Segment Open

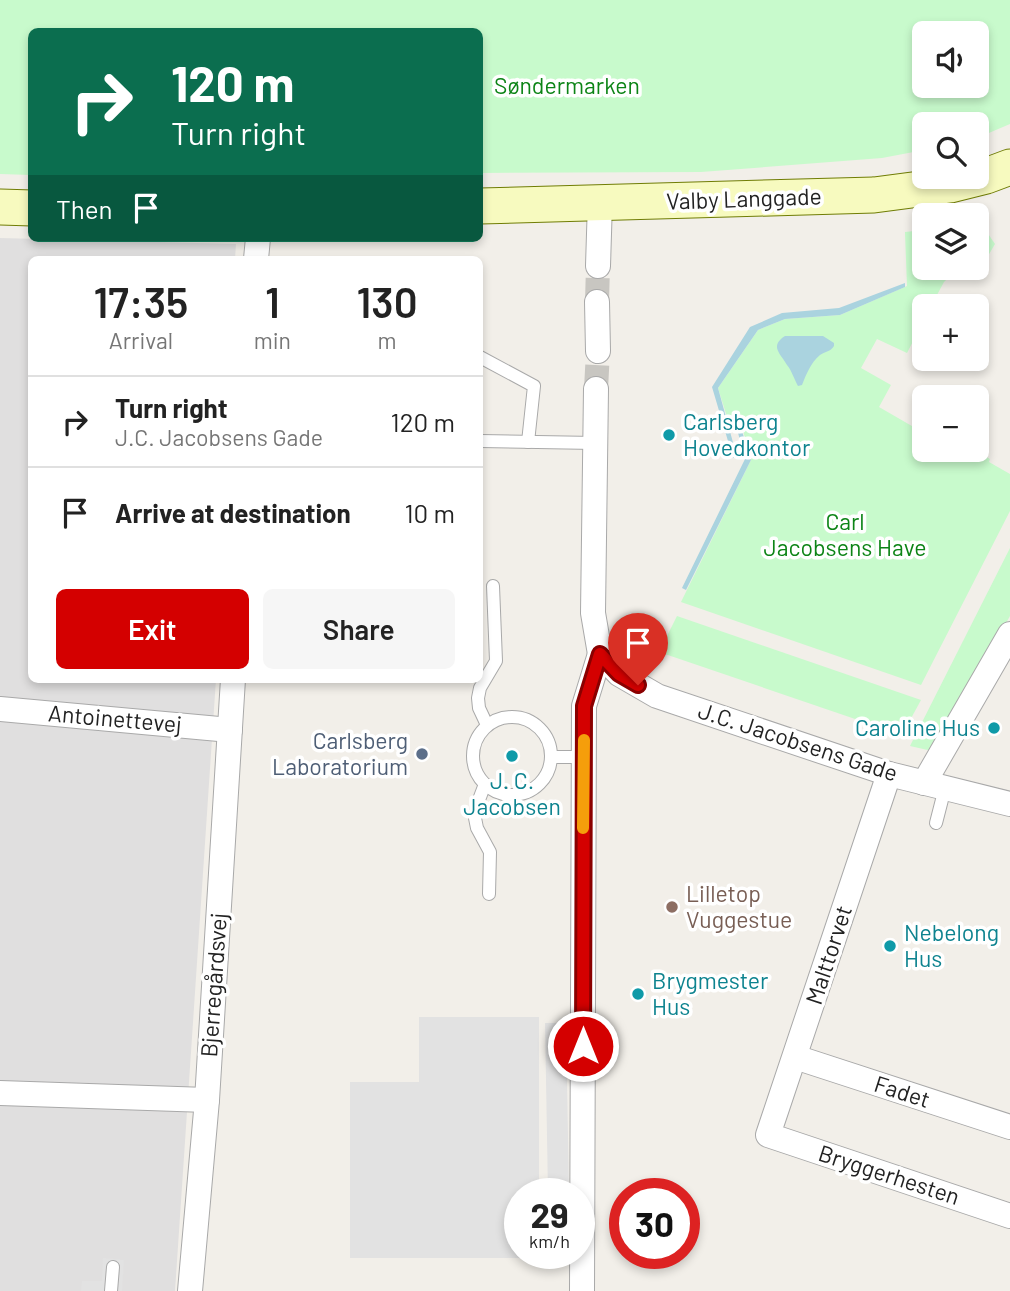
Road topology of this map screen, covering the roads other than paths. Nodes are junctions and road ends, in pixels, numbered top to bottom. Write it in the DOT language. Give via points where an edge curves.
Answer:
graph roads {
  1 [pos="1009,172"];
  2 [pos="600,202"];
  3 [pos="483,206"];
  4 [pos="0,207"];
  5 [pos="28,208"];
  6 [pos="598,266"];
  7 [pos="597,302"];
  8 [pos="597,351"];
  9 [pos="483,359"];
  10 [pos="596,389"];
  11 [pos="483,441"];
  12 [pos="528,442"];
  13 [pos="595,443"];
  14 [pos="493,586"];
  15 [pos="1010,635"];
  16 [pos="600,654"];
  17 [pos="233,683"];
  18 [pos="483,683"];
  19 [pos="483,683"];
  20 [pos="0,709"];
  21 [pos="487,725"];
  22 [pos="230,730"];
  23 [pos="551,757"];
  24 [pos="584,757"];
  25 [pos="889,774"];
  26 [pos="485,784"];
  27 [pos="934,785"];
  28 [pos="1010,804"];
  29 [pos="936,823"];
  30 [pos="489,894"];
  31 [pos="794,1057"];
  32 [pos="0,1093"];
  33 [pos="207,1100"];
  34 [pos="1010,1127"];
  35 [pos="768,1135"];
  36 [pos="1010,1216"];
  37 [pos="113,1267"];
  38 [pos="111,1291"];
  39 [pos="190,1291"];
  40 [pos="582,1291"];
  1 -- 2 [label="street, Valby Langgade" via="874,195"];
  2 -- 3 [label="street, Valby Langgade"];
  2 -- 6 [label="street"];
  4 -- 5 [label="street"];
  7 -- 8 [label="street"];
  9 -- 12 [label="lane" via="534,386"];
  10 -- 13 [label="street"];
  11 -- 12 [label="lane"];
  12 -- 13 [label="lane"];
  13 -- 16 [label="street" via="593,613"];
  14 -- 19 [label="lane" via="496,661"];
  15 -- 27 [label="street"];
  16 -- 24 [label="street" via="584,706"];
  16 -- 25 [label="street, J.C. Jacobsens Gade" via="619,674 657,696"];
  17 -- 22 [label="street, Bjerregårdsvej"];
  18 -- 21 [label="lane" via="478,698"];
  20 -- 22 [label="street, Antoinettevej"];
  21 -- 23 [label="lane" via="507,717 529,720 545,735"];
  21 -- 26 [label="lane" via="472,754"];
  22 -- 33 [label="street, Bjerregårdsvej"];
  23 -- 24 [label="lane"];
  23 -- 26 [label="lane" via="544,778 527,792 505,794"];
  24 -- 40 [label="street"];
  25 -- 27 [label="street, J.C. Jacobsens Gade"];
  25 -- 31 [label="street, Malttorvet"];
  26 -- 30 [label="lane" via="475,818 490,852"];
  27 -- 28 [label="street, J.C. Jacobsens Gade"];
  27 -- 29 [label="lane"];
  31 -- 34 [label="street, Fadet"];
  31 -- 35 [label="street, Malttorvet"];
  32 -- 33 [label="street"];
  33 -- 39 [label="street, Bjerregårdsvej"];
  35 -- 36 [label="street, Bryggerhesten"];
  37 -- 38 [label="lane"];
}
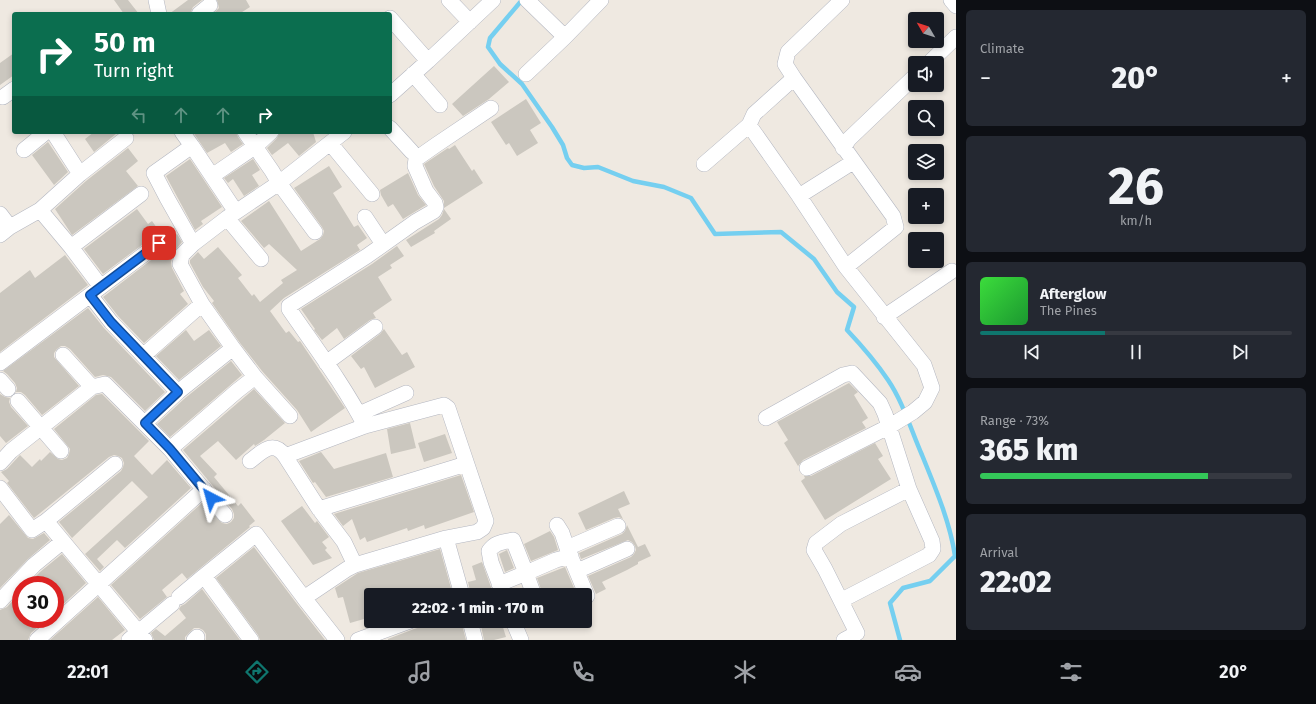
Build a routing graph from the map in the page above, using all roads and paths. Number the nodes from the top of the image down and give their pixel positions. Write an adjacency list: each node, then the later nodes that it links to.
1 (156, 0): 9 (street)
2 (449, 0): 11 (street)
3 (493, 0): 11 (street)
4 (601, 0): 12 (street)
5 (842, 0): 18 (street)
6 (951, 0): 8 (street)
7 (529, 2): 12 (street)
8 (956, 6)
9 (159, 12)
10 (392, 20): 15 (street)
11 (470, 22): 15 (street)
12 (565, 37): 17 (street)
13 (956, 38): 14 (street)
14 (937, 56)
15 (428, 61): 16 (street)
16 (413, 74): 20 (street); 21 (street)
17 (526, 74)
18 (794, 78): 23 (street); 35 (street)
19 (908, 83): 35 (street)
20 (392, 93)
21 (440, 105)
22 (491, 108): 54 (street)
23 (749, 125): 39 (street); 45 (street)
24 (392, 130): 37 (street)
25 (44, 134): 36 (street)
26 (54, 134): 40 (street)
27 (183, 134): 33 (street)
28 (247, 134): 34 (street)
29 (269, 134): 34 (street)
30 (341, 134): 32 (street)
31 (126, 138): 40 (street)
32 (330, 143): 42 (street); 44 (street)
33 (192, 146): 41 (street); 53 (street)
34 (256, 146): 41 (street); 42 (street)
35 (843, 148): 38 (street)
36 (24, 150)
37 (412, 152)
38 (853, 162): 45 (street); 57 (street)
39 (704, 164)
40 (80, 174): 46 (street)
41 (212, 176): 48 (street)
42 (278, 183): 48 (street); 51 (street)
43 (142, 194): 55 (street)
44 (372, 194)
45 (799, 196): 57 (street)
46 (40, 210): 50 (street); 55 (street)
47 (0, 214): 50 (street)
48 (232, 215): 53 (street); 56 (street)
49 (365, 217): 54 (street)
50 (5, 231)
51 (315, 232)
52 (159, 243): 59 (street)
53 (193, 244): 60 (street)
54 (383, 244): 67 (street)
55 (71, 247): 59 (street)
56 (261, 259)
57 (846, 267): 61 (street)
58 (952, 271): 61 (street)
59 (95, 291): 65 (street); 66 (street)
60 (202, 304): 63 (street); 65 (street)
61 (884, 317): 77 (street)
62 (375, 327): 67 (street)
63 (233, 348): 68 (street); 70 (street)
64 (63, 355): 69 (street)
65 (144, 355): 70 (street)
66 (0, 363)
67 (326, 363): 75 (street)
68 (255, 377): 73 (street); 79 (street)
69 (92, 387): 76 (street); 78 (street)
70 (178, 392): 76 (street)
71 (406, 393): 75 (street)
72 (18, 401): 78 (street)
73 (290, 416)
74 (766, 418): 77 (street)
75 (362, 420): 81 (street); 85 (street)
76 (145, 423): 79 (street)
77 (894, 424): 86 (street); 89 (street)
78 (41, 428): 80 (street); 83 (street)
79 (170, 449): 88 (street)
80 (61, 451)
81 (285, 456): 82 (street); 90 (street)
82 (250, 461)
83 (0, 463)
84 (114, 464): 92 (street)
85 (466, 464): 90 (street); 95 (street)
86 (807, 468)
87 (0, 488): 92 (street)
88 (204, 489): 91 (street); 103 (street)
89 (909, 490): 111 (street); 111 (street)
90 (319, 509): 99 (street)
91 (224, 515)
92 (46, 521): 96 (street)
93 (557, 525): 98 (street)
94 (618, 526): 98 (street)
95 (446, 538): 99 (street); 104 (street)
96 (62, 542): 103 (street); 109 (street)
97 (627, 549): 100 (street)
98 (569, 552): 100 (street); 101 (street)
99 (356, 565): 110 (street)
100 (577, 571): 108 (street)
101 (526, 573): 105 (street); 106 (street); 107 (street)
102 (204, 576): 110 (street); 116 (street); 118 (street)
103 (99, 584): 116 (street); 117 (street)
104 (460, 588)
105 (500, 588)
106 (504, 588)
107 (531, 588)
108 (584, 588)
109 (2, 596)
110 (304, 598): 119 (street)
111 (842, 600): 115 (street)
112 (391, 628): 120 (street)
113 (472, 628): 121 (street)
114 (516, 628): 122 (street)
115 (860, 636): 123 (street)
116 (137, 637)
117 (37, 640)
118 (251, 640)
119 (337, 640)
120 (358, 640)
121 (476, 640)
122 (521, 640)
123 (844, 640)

Segment Closed

ACTION ITEM: Wherever the word "lane" appears in the entries above, copy that line.

SOLVED PROBLEM:
  9 -- 12 [label="lane" via="534,386"];
  11 -- 12 [label="lane"];
  12 -- 13 [label="lane"];
  14 -- 19 [label="lane" via="496,661"];
  18 -- 21 [label="lane" via="478,698"];
  21 -- 23 [label="lane" via="507,717 529,720 545,735"];
  21 -- 26 [label="lane" via="472,754"];
  23 -- 24 [label="lane"];
  23 -- 26 [label="lane" via="544,778 527,792 505,794"];
  26 -- 30 [label="lane" via="475,818 490,852"];
  27 -- 29 [label="lane"];
  37 -- 38 [label="lane"];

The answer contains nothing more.